Within the limits of available appropriations, the commissioner of human services shall require the maintenance of budget neutral fraud prevention investigation programs in the counties participating in the fraud prevention investigation project established under this section. If funds are sufficient, the commissioner may also extend fraud prevention investigation programs to other counties provided the expansion is budget neutral to the state. Under any expansion, the commissioner has the final authority in decisions regarding the creation and realignment of individual county or regional operations.
Each participating county agency shall develop and submit an annual staffing and funding proposal to the commissioner no later than April 30 of each year. Each proposal shall include, but not be limited to, the staffing and funding of the fraud prevention investigation program, a job description for investigators involved in the fraud prevention investigation program, and the organizational structure of the county agency unit, training programs for case workers, and the operational requirements which may be directed by the commissioner. The proposal shall be approved, to include any changes directed or negotiated by the commissioner, no later than June 30 of each year.
The commissioner shall establish training programs which shall be attended by all investigative and supervisory staff of the involved county agencies. The commissioner shall also develop the necessary operational guidelines, forms, and reporting mechanisms, which shall be used by the involved county agencies. An individual's application or redetermination form for public assistance benefits, including child care assistance programs and medical care programs, must include an authorization for release by the individual to obtain documentation for any information on that form which is involved in a fraud prevention investigation. The authorization for release is effective for six months after public assistance benefits have ceased.
(a) County agency reimbursement shall be made through the settlement provisions applicable to the food stamp or food support program, MFIP, child care assistance programs, the medical assistance program, and other federal and state-funded programs.
(b) The commissioner will maintain program compliance if for any three consecutive month period, a county agency fails to comply with fraud prevention investigation program guidelines, or fails to meet the cost-effectiveness standards developed by the commissioner. This result is contingent on the commissioner providing written notice, including an offer of technical assistance, within 30 days of the end of the third or subsequent month of noncompliance. The county agency shall be required to submit a corrective action plan to the commissioner within 30 days of receipt of a notice of noncompliance. Failure to submit a corrective action plan or, continued deviation from standards of more than ten percent after submission of a corrective action plan, will result in denial of funding for each subsequent month, or billing the county agency for fraud prevention investigation (FPI) service provided by the commissioner, or reallocation of program grant funds, or investigative resources, or both, to other counties. The denial of funding shall apply to the general settlement received by the county agency on a quarterly basis and shall not reduce the grant amount applicable to the FPI project.

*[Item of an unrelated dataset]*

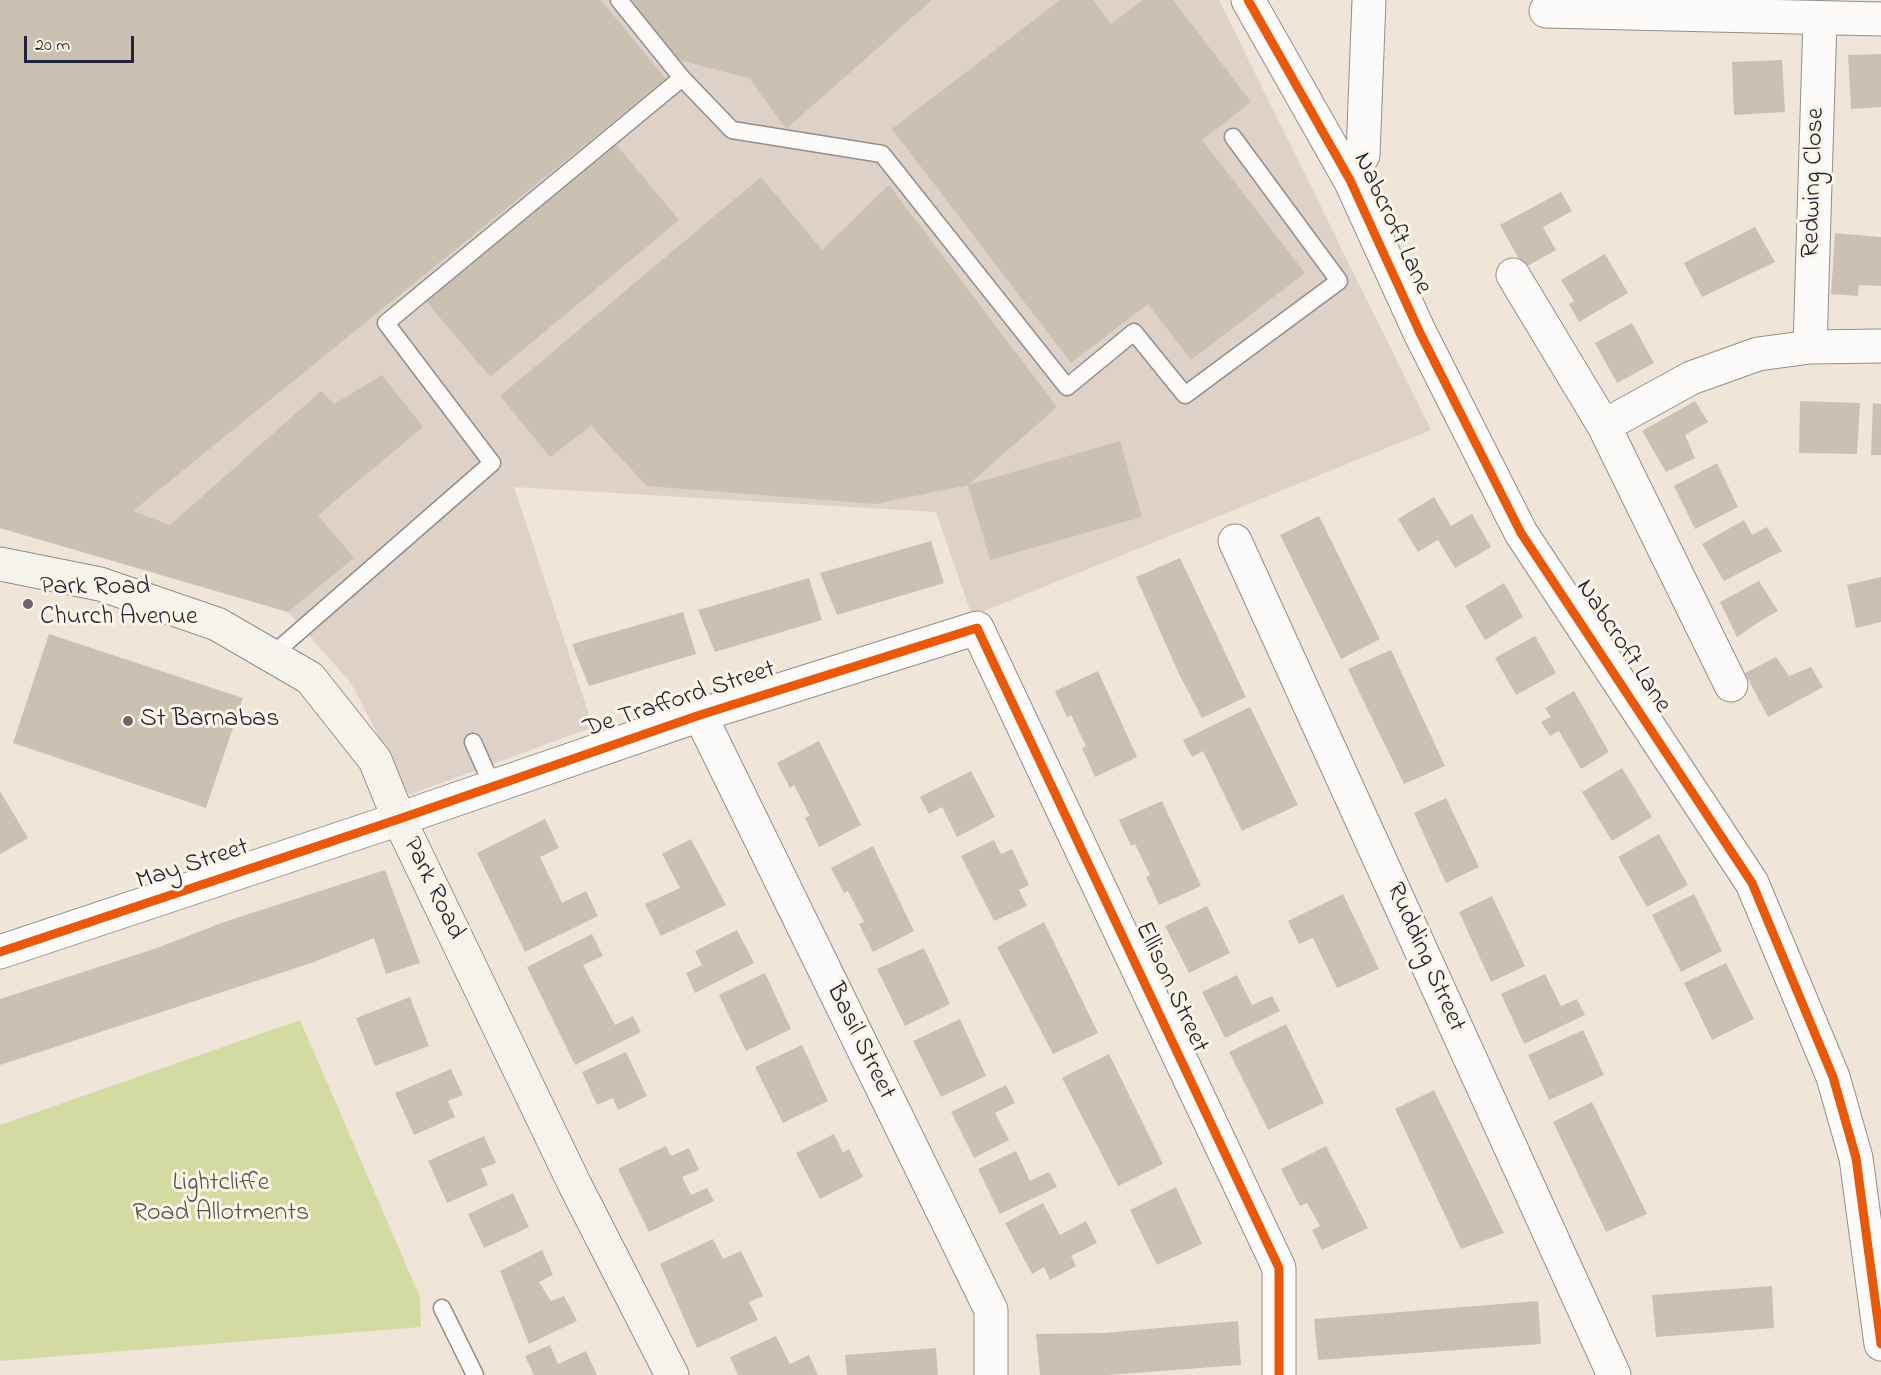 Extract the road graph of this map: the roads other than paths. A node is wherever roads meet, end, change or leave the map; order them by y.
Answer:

(a) A county or tribal agency may conduct investigations of financial misconduct by child care providers as described in chapter 245E. Prior to opening an investigation, a county or tribal agency must contact the commissioner to determine whether an investigation under this chapter may compromise an ongoing investigation.

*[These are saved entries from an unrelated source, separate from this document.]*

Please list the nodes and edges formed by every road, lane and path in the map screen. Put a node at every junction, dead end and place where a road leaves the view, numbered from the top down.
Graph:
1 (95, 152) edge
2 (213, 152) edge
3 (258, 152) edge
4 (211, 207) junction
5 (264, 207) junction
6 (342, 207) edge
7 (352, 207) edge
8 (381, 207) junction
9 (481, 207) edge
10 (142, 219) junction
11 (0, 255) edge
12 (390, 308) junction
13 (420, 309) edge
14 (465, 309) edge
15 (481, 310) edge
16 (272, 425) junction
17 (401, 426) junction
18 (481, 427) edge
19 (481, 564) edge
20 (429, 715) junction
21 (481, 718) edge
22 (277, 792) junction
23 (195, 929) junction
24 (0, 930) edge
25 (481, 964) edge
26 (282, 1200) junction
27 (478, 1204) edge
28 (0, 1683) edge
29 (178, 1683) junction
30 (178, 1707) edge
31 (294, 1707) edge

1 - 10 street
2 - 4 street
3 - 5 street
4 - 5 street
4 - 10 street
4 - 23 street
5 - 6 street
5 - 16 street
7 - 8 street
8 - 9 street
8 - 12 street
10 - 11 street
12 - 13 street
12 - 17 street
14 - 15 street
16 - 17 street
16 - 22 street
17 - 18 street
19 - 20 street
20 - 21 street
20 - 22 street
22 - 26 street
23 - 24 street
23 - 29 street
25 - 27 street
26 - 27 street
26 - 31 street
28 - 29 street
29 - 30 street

(b) If, upon investigation, a preponderance of evidence shows a provider committed an intentional program violation, intentionally gave the county or tribe materially false information on the provider's billing forms, provided false attendance records to a county, tribe, or the commissioner, or committed financial misconduct as described in section 245E.01, subdivision 8, the county or tribal agency may suspend a provider's payment pursuant to chapter 245E, or deny or revoke a provider's authorization pursuant to section 119B.13, subdivision 6, paragraph (d), clause (2), prior to pursuing other available remedies. The county must send notice in accordance with the requirements of section 119B.161, subdivision 2. If a provider's payment is suspended under this section, the payment suspension shall remain in effect until: (1) the commissioner, county, or a law enforcement authority determines that there is insufficient evidence warranting the action and a county, tribe, or the commissioner does not pursue an additional administrative remedy under chapter 119B or 245E, or section 256.046 or 256.98; or (2) all criminal, civil, and administrative proceedings related to the provider's alleged misconduct conclude and any appeal rights are exhausted.

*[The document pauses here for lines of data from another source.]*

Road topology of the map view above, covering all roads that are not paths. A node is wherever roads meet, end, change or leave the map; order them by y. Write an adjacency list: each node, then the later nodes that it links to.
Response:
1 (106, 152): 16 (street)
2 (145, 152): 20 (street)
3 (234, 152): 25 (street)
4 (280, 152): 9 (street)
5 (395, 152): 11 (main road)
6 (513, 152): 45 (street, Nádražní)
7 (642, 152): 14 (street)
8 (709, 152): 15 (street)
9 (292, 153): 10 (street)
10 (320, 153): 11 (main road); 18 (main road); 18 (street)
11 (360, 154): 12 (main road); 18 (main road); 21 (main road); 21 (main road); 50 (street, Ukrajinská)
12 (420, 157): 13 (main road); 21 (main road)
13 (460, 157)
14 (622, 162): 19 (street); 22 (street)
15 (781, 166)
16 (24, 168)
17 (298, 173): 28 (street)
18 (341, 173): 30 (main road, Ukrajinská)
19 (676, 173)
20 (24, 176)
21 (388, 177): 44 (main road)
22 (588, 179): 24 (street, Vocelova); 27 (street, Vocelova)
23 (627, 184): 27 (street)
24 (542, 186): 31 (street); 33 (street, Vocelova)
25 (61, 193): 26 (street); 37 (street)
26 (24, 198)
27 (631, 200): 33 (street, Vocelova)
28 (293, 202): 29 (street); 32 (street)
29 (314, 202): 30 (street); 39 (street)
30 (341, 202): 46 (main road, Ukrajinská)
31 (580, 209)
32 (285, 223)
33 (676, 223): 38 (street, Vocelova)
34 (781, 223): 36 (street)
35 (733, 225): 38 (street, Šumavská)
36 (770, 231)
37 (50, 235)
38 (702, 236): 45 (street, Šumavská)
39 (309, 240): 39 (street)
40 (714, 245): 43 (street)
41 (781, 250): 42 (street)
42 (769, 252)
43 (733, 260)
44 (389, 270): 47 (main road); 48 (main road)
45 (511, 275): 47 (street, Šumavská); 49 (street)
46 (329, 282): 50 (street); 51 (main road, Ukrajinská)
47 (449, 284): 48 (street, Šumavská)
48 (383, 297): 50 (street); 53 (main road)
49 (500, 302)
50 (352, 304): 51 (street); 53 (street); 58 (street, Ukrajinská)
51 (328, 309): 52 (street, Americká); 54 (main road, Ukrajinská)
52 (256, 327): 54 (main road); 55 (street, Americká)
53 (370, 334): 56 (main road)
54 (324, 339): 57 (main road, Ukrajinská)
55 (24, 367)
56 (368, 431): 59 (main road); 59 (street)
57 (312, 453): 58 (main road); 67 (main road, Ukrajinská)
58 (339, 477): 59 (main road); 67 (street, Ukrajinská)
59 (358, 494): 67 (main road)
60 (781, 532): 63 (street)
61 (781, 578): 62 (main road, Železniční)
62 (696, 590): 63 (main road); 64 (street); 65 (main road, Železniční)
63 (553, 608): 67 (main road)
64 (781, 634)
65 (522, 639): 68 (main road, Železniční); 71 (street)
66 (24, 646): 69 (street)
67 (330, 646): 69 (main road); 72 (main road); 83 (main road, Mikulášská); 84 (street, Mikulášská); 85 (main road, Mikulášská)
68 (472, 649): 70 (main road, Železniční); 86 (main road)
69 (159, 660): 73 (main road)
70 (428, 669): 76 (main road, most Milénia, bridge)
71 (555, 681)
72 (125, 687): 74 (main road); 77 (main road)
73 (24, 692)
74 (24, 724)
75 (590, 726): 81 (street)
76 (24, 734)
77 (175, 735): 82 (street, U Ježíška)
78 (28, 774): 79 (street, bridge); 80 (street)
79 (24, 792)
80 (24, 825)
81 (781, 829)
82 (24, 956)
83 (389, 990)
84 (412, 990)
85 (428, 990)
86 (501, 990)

(c) For the purposes of this section, an intentional program violation includes intentionally making false or misleading statements; intentionally misrepresenting, concealing, or withholding facts; and repeatedly and intentionally violating program regulations under chapters 119B and 245E.
(d) A provider has the right to administrative review under section 119B.161 if: (1) payment is suspended under chapter 245E; or (2) the provider's authorization was denied or revoked under section 119B.13, subdivision 6, paragraph (d), clause (2).
1989 c 282 art 5 s 41; 1991 c 292 art 5 s 27; 1Sp1993 c 1 art 6 s 24; 1995 c 178 art 2 s 23; 1995 c 207 art 2 s 32; 1997 c 85 art 5 s 11,12; 1999 c 159 s 49; 1999 c 205 art 1 s 57,58; 2000 c 260 s 97; 1Sp2003 c 14 art 1 s 106; 2009 c 79 art 2 s 10; 1Sp2019 c 9 art 2 s 110
NOTE: Subdivision 5, as added by Laws 2019, First Special Session chapter 9, article 2, section 110, is effective February 26, 2021. Laws 2019, First Special Session chapter 9, article 2, section 110, the effective date.